Kathryn
Bigelow’s Zero Dark Thirty is a taut,
tough, tart film that brims with tension and suspense. Promoting it as a
thriller has been a bold move, considering we all know the conclusion. But the
movie does thrill, because few are familiar with the ins and outs of the
ten-year manhunt for al-Qaeda’s leader
in this much detail.
Penned
by Mark Boal, the reporter-turned-screenwriter who won an Academy Award for
Bigelow’s The Hurt Locker, the movie
is a seamless weave of truth (allegedly based on “first-hand accounts of actual
events”) and drama that hews closely to real-life but takes some poetic
license.
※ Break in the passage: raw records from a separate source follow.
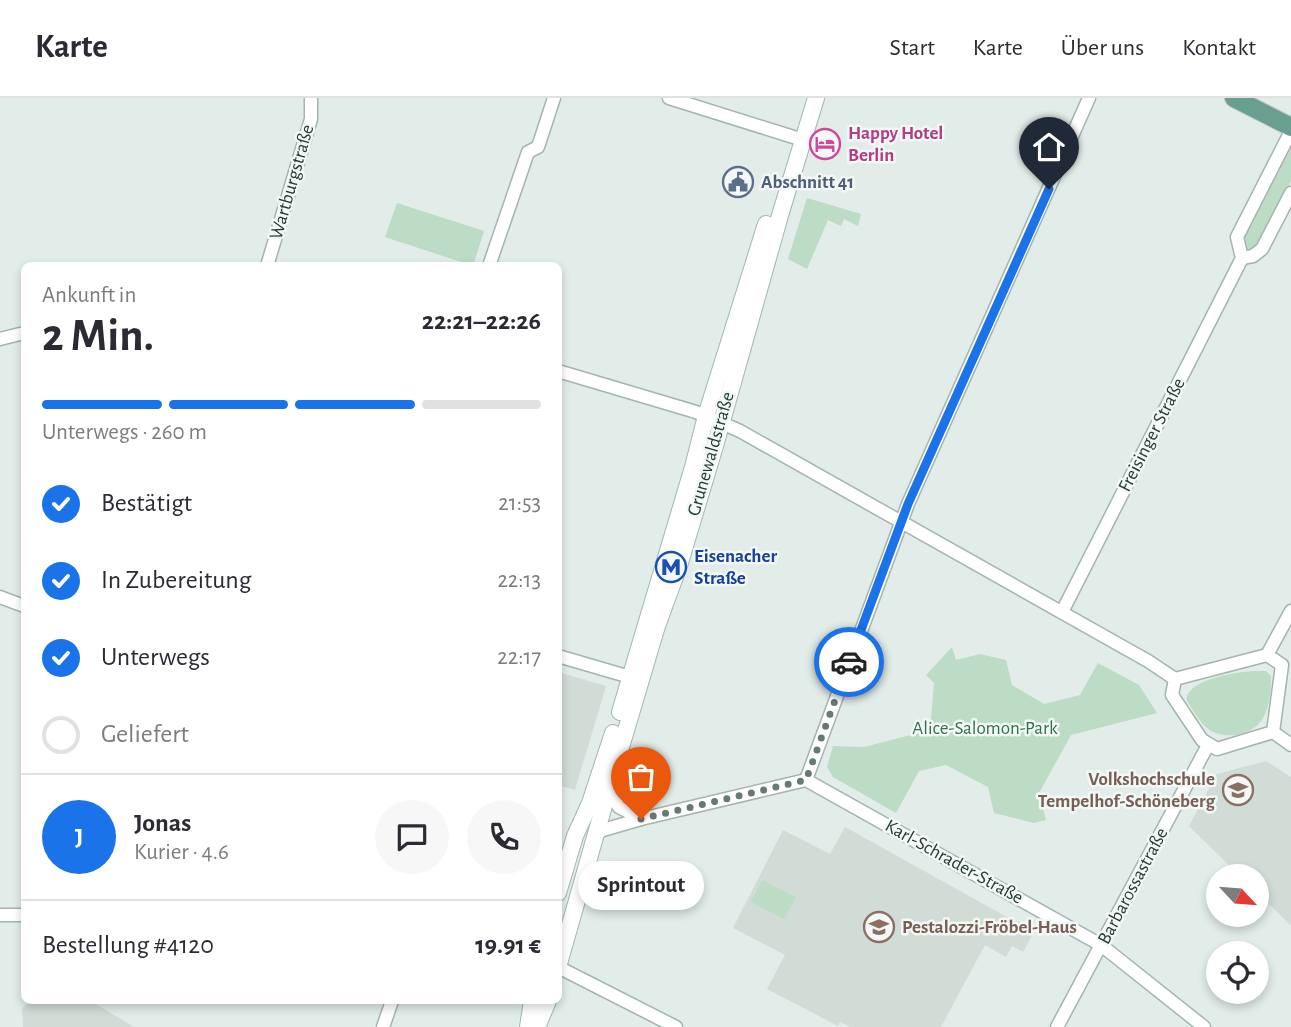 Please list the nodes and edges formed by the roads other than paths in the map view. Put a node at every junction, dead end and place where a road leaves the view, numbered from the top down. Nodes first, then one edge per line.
1 (311, 98) edge
2 (554, 98) edge
3 (669, 98) edge
4 (805, 98) edge
5 (816, 98) edge
6 (1089, 98) edge
7 (1234, 98) edge
8 (1291, 129) edge
9 (798, 138) junction
10 (1291, 193) edge
11 (1242, 258) junction
12 (268, 262) edge
13 (490, 262) edge
14 (21, 334) edge
15 (0, 339) edge
16 (562, 372) edge
17 (706, 416) junction
18 (722, 422) junction
19 (901, 522) junction
20 (0, 597) edge
21 (21, 605) edge
22 (1291, 611) edge
23 (1062, 612) junction
24 (1267, 655) junction
25 (562, 657) edge
26 (1287, 664) edge
27 (630, 677) junction
28 (1175, 679) junction
29 (1273, 732) junction
30 (1208, 745) junction
31 (1291, 745) edge
32 (806, 780) junction
33 (608, 789) junction
34 (641, 819) junction
35 (596, 835) junction
36 (562, 879) edge
37 (562, 889) edge
38 (579, 890) junction
39 (0, 915) edge
40 (21, 915) edge
41 (1101, 945) junction
42 (562, 952) edge
43 (562, 969) edge
44 (391, 1004) edge
45 (531, 1004) edge
46 (547, 1004) edge
47 (383, 1027) edge
48 (528, 1027) edge
49 (537, 1027) edge
50 (677, 1027) edge
51 (1057, 1027) edge
52 (1204, 1027) edge

1 - 12 street, Wartburgstraße
2 - 13 street
3 - 9 street
4 - 9 main road, Grunewaldstraße
5 - 9 main road, Grunewaldstraße
6 - 19 street
7 - 8 main road
8 - 11 street, Freisinger Straße
9 - 17 main road, Grunewaldstraße
9 - 18 main road, Grunewaldstraße
10 - 11 street, Freisinger Straße
11 - 23 street, Freisinger Straße
14 - 15 street
16 - 17 street
17 - 18 street
17 - 27 main road, Grunewaldstraße
18 - 19 street
18 - 33 main road, Grunewaldstraße
19 - 23 street
19 - 32 street
20 - 21 street
22 - 24 street
23 - 28 street
24 - 26 street
24 - 28 street
25 - 27 street
26 - 29 street
27 - 36 main road, Grunewaldstraße
28 - 30 street
29 - 30 street
29 - 31 street
30 - 41 street, Barbarossastraße
32 - 34 street
32 - 41 street, Karl-Schrader-Straße
33 - 34 street
33 - 35 main road, Grunewaldstraße
34 - 35 street
35 - 38 main road, Grunewaldstraße
37 - 38 street, Grunewaldstraße
38 - 42 main road, Grunewaldstraße
39 - 40 street
41 - 51 street, Barbarossastraße
41 - 52 street, Karl-Schrader-Straße
43 - 50 street
44 - 47 street
45 - 48 main road
46 - 49 main road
Much of the fascination of watching it comes from the gradual
unveiling of facts, the meticulous and comprehensive chronicling of every step
forward, every setback, dead-end and disappointment on the long, slow, arduous
road to bin Laden’s capture on May 2, 2011 at zero dark thirty (military-speak
for half past midnight).
More
than anything else, the film celebrates process, professionalism, and the
perfect mix of deduction, intuition, supposition, screaming matches, and luck
main character Maya (the versatile, ubiquitous, incredible Jessica Chastain)
uses. Like Spielberg’s Lincoln, Zero Dark Thirty takes us behind the
scenes of one of the most important events in American history, showcasing the
messy, ethically complicated, strenuous means by which progress is oftentimes achieved.